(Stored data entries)
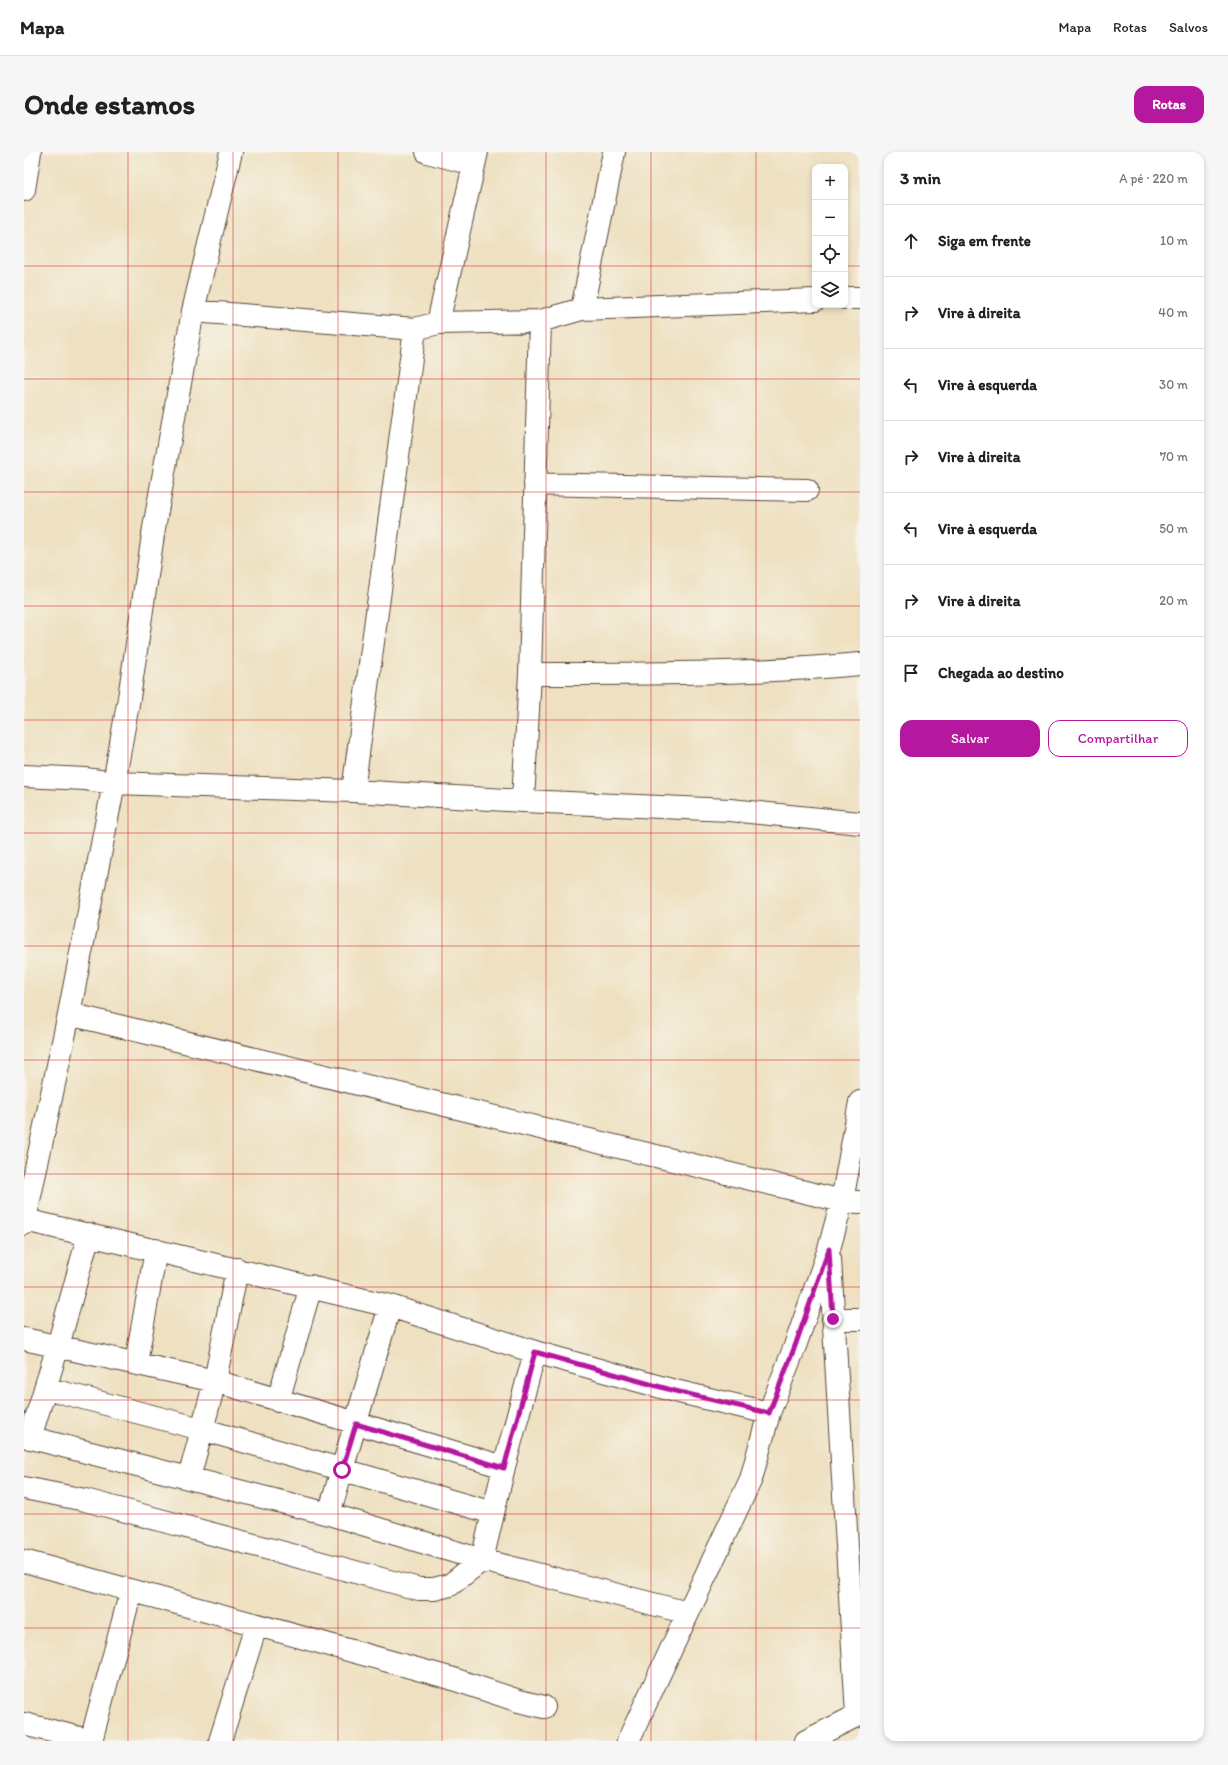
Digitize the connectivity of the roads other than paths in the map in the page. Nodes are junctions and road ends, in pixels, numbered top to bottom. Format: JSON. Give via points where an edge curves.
{"nodes":[{"id":1,"x":30,"y":152,"type":"edge"},
{"id":2,"x":231,"y":152,"type":"edge"},
{"id":3,"x":426,"y":152,"type":"edge"},
{"id":4,"x":614,"y":152,"type":"edge"},
{"id":5,"x":475,"y":158,"type":"edge"},
{"id":6,"x":24,"y":190,"type":"edge"},
{"id":7,"x":848,"y":298,"type":"edge"},
{"id":8,"x":860,"y":298,"type":"edge"},
{"id":9,"x":812,"y":300,"type":"edge"},
{"id":10,"x":582,"y":309,"type":"junction"},
{"id":11,"x":193,"y":311,"type":"junction"},
{"id":12,"x":540,"y":320,"type":"junction"},
{"id":13,"x":438,"y":323,"type":"junction"},
{"id":14,"x":415,"y":329,"type":"junction"},
{"id":15,"x":535,"y":484,"type":"junction"},
{"id":16,"x":807,"y":490,"type":"dead end"},
{"id":17,"x":860,"y":664,"type":"edge"},
{"id":18,"x":530,"y":674,"type":"junction"},
{"id":19,"x":24,"y":776,"type":"edge"},
{"id":20,"x":114,"y":783,"type":"junction"},
{"id":21,"x":353,"y":791,"type":"junction"},
{"id":22,"x":523,"y":801,"type":"junction"},
{"id":23,"x":860,"y":823,"type":"edge"},
{"id":24,"x":69,"y":1014,"type":"junction"},
{"id":25,"x":860,"y":1102,"type":"edge"},
{"id":26,"x":851,"y":1202,"type":"edge"},
{"id":27,"x":24,"y":1222,"type":"edge"},
{"id":28,"x":89,"y":1234,"type":"junction"},
{"id":29,"x":829,"y":1249,"type":"junction"},
{"id":30,"x":156,"y":1250,"type":"junction"},
{"id":31,"x":237,"y":1269,"type":"junction"},
{"id":32,"x":311,"y":1286,"type":"junction"},
{"id":33,"x":390,"y":1306,"type":"junction"},
{"id":34,"x":833,"y":1319,"type":"junction"},
{"id":35,"x":860,"y":1319,"type":"edge"},
{"id":36,"x":24,"y":1339,"type":"edge"},
{"id":37,"x":58,"y":1346,"type":"junction"},
{"id":38,"x":535,"y":1352,"type":"junction"},
{"id":39,"x":136,"y":1363,"type":"junction"},
{"id":40,"x":215,"y":1381,"type":"junction"},
{"id":41,"x":45,"y":1388,"type":"junction"},
{"id":42,"x":278,"y":1401,"type":"junction"},
{"id":43,"x":769,"y":1413,"type":"junction"},
{"id":44,"x":356,"y":1424,"type":"junction"},
{"id":45,"x":202,"y":1429,"type":"junction"},
{"id":46,"x":27,"y":1437,"type":"edge"},
{"id":47,"x":504,"y":1468,"type":"junction"},
{"id":48,"x":342,"y":1470,"type":"junction"},
{"id":49,"x":189,"y":1478,"type":"junction"},
{"id":50,"x":24,"y":1488,"type":"edge"},
{"id":51,"x":493,"y":1513,"type":"junction"},
{"id":52,"x":329,"y":1514,"type":"junction"},
{"id":53,"x":482,"y":1560,"type":"junction"},
{"id":54,"x":24,"y":1561,"type":"edge"},
{"id":55,"x":131,"y":1591,"type":"junction"},
{"id":56,"x":688,"y":1613,"type":"junction"},
{"id":57,"x":256,"y":1626,"type":"junction"},
{"id":58,"x":544,"y":1707,"type":"dead end"},
{"id":59,"x":858,"y":1715,"type":"edge"},
{"id":60,"x":24,"y":1724,"type":"edge"},
{"id":61,"x":91,"y":1741,"type":"edge"},
{"id":62,"x":220,"y":1741,"type":"edge"},
{"id":63,"x":628,"y":1741,"type":"edge"},
{"id":64,"x":806,"y":1741,"type":"edge"}],
"edges":[{"from":1,"to":6,"type":"street"},
{"from":2,"to":11,"type":"street"},
{"from":3,"to":5,"type":"street"},
{"from":4,"to":10,"type":"street"},
{"from":5,"to":13,"type":"street"},
{"from":7,"to":8,"type":"street"},
{"from":9,"to":10,"type":"street"},
{"from":10,"to":12,"type":"street"},
{"from":11,"to":14,"type":"street"},
{"from":11,"to":20,"type":"street","via":[[154,528]]},
{"from":12,"to":13,"type":"street"},
{"from":12,"to":15,"type":"street"},
{"from":13,"to":14,"type":"street"},
{"from":14,"to":21,"type":"street"},
{"from":15,"to":16,"type":"street"},
{"from":15,"to":18,"type":"street"},
{"from":17,"to":18,"type":"street","via":[[766,670]]},
{"from":18,"to":22,"type":"street"},
{"from":19,"to":20,"type":"street"},
{"from":20,"to":21,"type":"street"},
{"from":20,"to":24,"type":"street"},
{"from":21,"to":22,"type":"street"},
{"from":22,"to":23,"type":"street","via":[[730,810]]},
{"from":24,"to":26,"type":"street"},
{"from":24,"to":27,"type":"street"},
{"from":25,"to":26,"type":"street"},
{"from":26,"to":29,"type":"street"},
{"from":27,"to":28,"type":"street"},
{"from":28,"to":30,"type":"street"},
{"from":28,"to":37,"type":"street"},
{"from":29,"to":34,"type":"street"},
{"from":29,"to":43,"type":"street"},
{"from":30,"to":31,"type":"street"},
{"from":30,"to":39,"type":"street"},
{"from":31,"to":32,"type":"street"},
{"from":31,"to":40,"type":"street"},
{"from":32,"to":33,"type":"street"},
{"from":32,"to":42,"type":"street"},
{"from":33,"to":38,"type":"street"},
{"from":33,"to":44,"type":"street"},
{"from":34,"to":35,"type":"street"},
{"from":34,"to":59,"type":"street"},
{"from":36,"to":37,"type":"street"},
{"from":37,"to":39,"type":"street"},
{"from":37,"to":41,"type":"street"},
{"from":38,"to":43,"type":"street","via":[[675,1391]]},
{"from":38,"to":47,"type":"street"},
{"from":39,"to":40,"type":"street"},
{"from":40,"to":42,"type":"street"},
{"from":40,"to":45,"type":"street"},
{"from":41,"to":45,"type":"street"},
{"from":41,"to":46,"type":"street"},
{"from":42,"to":44,"type":"street"},
{"from":43,"to":56,"type":"street","via":[[751,1479]]},
{"from":44,"to":47,"type":"street"},
{"from":44,"to":48,"type":"street"},
{"from":45,"to":48,"type":"street"},
{"from":45,"to":49,"type":"street"},
{"from":46,"to":49,"type":"street"},
{"from":47,"to":51,"type":"street"},
{"from":48,"to":51,"type":"street"},
{"from":48,"to":52,"type":"street"},
{"from":49,"to":52,"type":"street"},
{"from":50,"to":53,"type":"street","via":[[85,1500],[419,1589],[450,1585]]},
{"from":51,"to":53,"type":"street"},
{"from":52,"to":53,"type":"street"},
{"from":53,"to":56,"type":"street"},
{"from":54,"to":55,"type":"street"},
{"from":55,"to":57,"type":"street"},
{"from":55,"to":61,"type":"street"},
{"from":56,"to":63,"type":"street"},
{"from":57,"to":58,"type":"street","via":[[450,1678]]},
{"from":57,"to":62,"type":"street"},
{"from":59,"to":64,"type":"street"},
{"from":60,"to":61,"type":"street"}]}
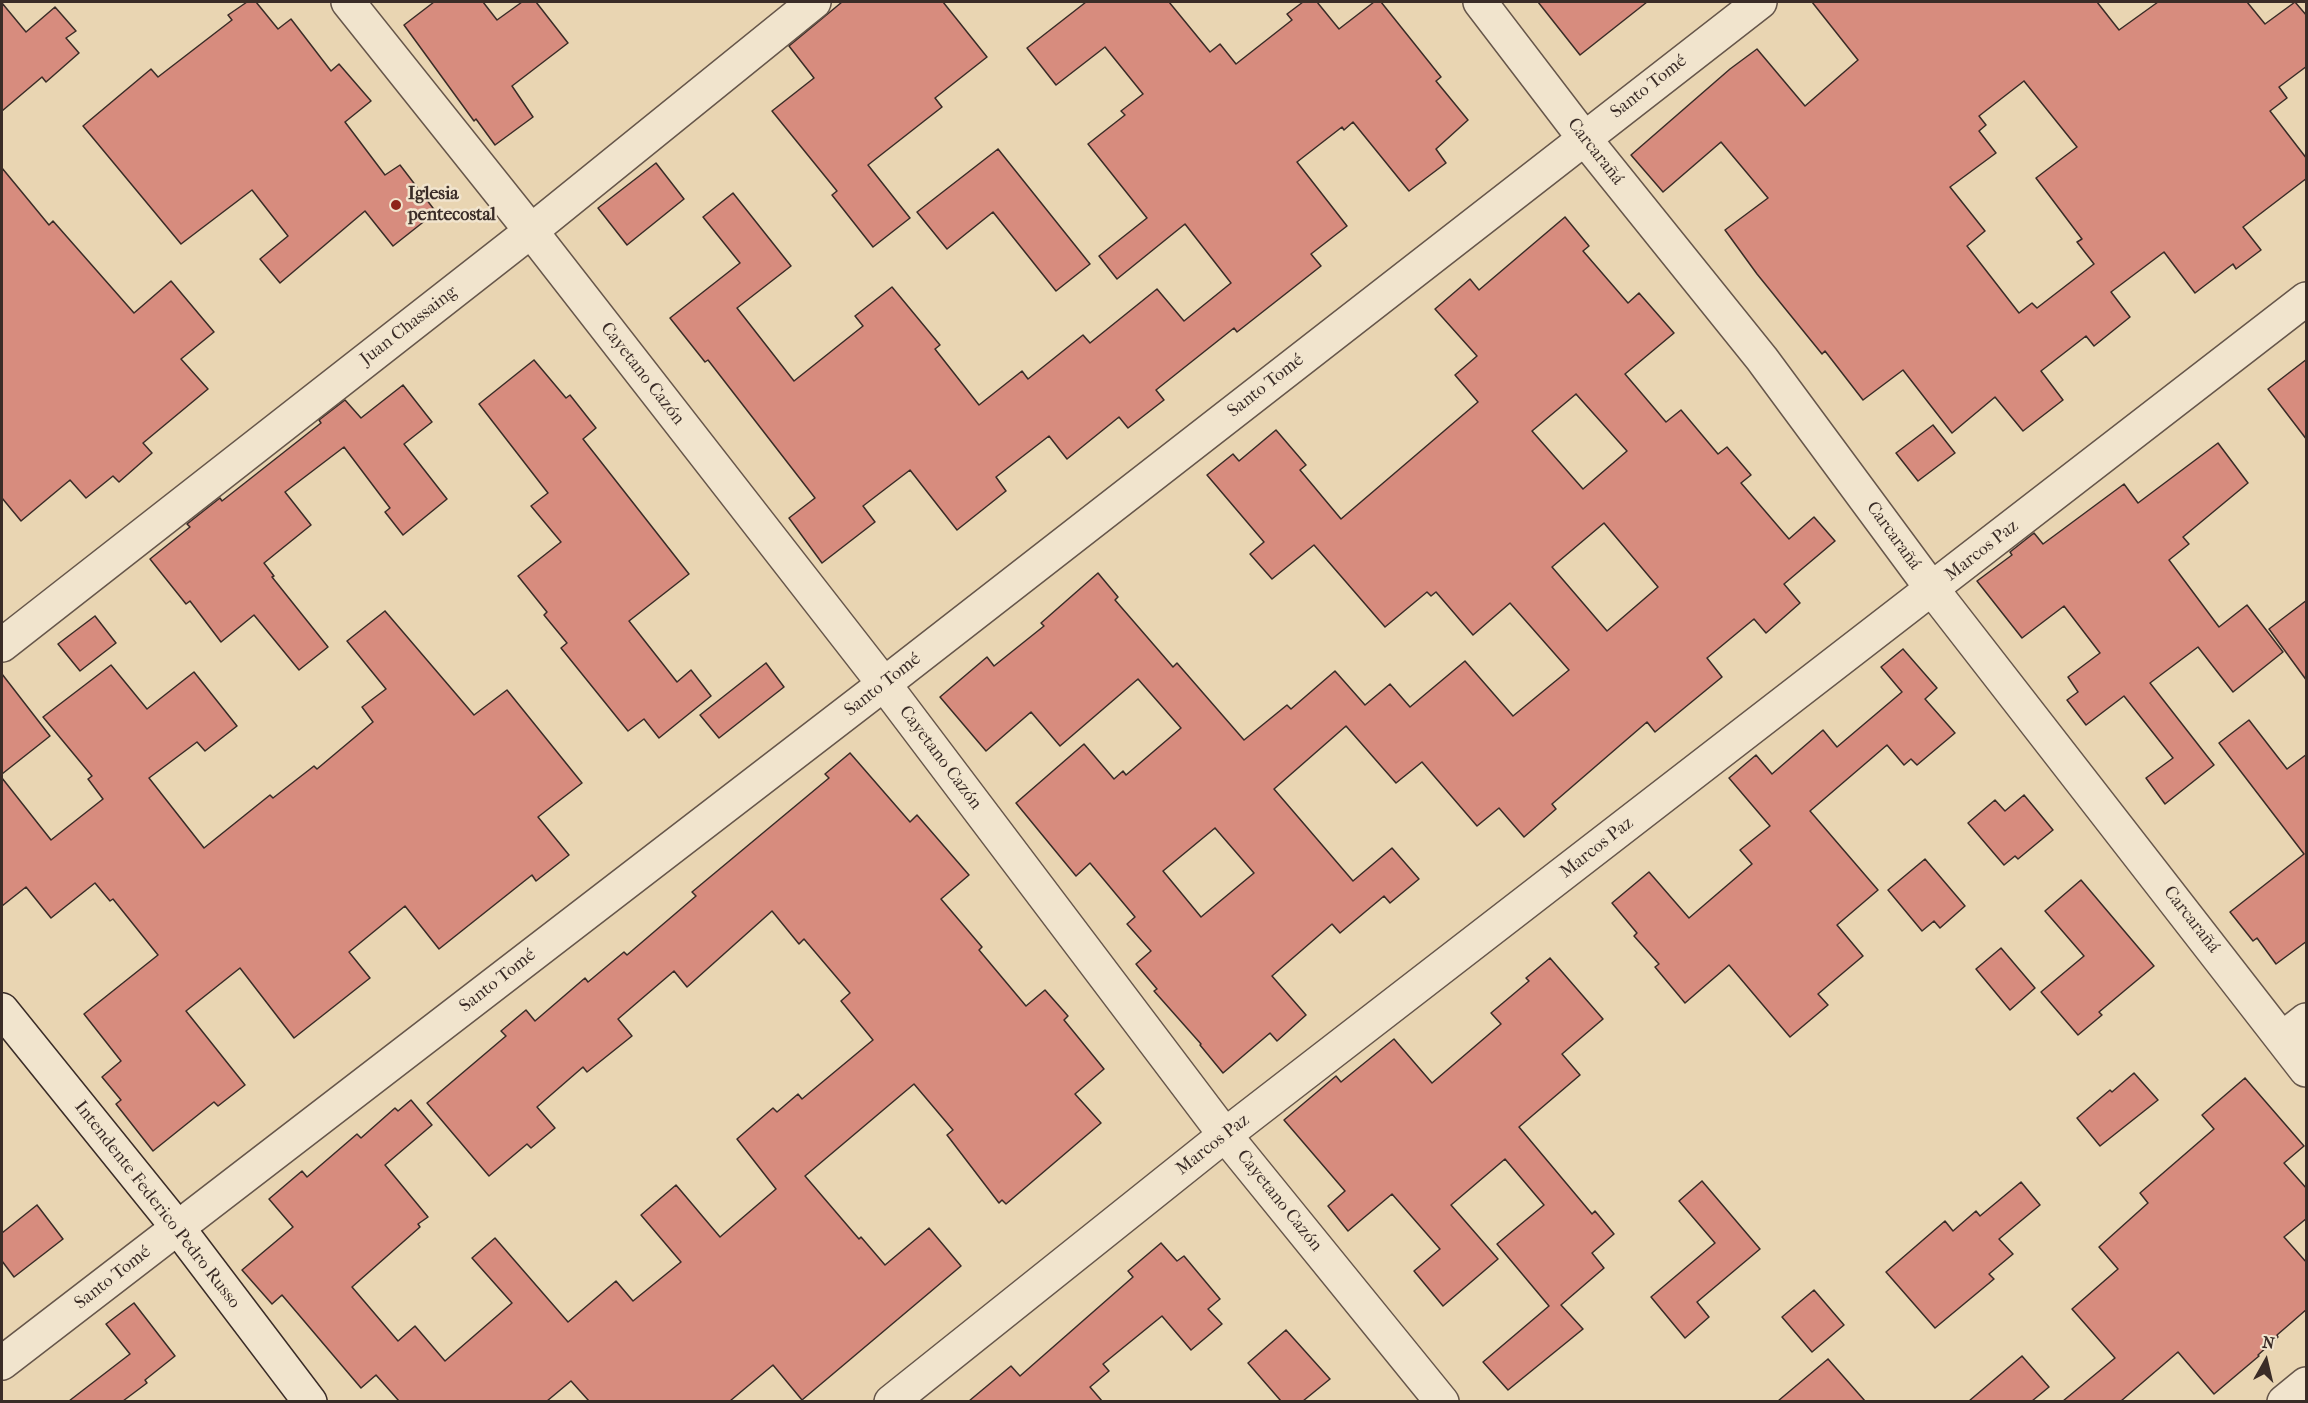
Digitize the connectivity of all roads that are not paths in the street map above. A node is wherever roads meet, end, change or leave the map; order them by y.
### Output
1 (348, 2) edge
2 (814, 2) edge
3 (1480, 2) edge
4 (1760, 2) edge
5 (1584, 138) junction
6 (531, 231) junction
7 (2307, 299) edge
8 (1932, 589) junction
9 (2, 645) edge
10 (884, 684) junction
11 (2, 1010) edge
12 (2295, 1029) edge
13 (2307, 1070) edge
14 (1225, 1135) junction
15 (178, 1228) junction
16 (2, 1363) edge
17 (2307, 1384) edge
18 (310, 1401) edge
19 (891, 1401) edge
20 (1442, 1401) edge
21 (2284, 1401) edge

1 - 6 street, Cayetano Cazón
2 - 6 street, Juan Chassaing
3 - 5 street, Carcarañá
4 - 5 street, Santo Tomé
5 - 8 street, Carcarañá
5 - 10 street, Santo Tomé
6 - 9 street, Juan Chassaing
6 - 10 street, Cayetano Cazón
7 - 8 street, Marcos Paz
8 - 12 street, Carcarañá
8 - 14 street, Marcos Paz
10 - 14 street, Cayetano Cazón
10 - 15 street, Santo Tomé
11 - 15 street, Intendente Federico Pedro Russo
12 - 13 street, Carcarañá
14 - 19 street, Marcos Paz
14 - 20 street, Cayetano Cazón
15 - 16 street, Santo Tomé
15 - 18 street, Intendente Federico Pedro Russo
17 - 21 street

◆ What is being asked:
All lines in the records above with "dead" need to be found and copied.

◆ Completed task:
{"id":16,"x":807,"y":490,"type":"dead end"},
{"id":58,"x":544,"y":1707,"type":"dead end"},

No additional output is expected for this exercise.